**Dataset entries:**
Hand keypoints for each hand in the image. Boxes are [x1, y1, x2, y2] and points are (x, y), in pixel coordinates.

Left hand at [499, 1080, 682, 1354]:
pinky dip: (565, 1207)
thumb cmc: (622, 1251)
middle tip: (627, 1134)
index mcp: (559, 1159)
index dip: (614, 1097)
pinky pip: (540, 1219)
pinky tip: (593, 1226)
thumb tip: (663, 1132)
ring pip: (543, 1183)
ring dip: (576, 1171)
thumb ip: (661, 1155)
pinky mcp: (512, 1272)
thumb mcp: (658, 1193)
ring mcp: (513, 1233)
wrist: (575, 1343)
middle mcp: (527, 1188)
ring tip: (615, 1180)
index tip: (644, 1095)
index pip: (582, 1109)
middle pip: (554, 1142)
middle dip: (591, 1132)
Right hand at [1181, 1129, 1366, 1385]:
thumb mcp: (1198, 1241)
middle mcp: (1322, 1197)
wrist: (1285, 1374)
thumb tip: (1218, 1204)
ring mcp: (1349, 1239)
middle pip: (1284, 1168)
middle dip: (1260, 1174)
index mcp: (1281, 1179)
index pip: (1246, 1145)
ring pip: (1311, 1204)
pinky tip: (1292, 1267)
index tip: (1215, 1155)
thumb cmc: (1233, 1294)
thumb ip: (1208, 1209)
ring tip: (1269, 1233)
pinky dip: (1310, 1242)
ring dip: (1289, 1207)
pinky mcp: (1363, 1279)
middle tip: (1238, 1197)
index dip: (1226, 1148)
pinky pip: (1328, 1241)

**Goal of the exercise:** The count alone is needed: how many lines of these entries contain the word "middle"?

**Output for this task:** 8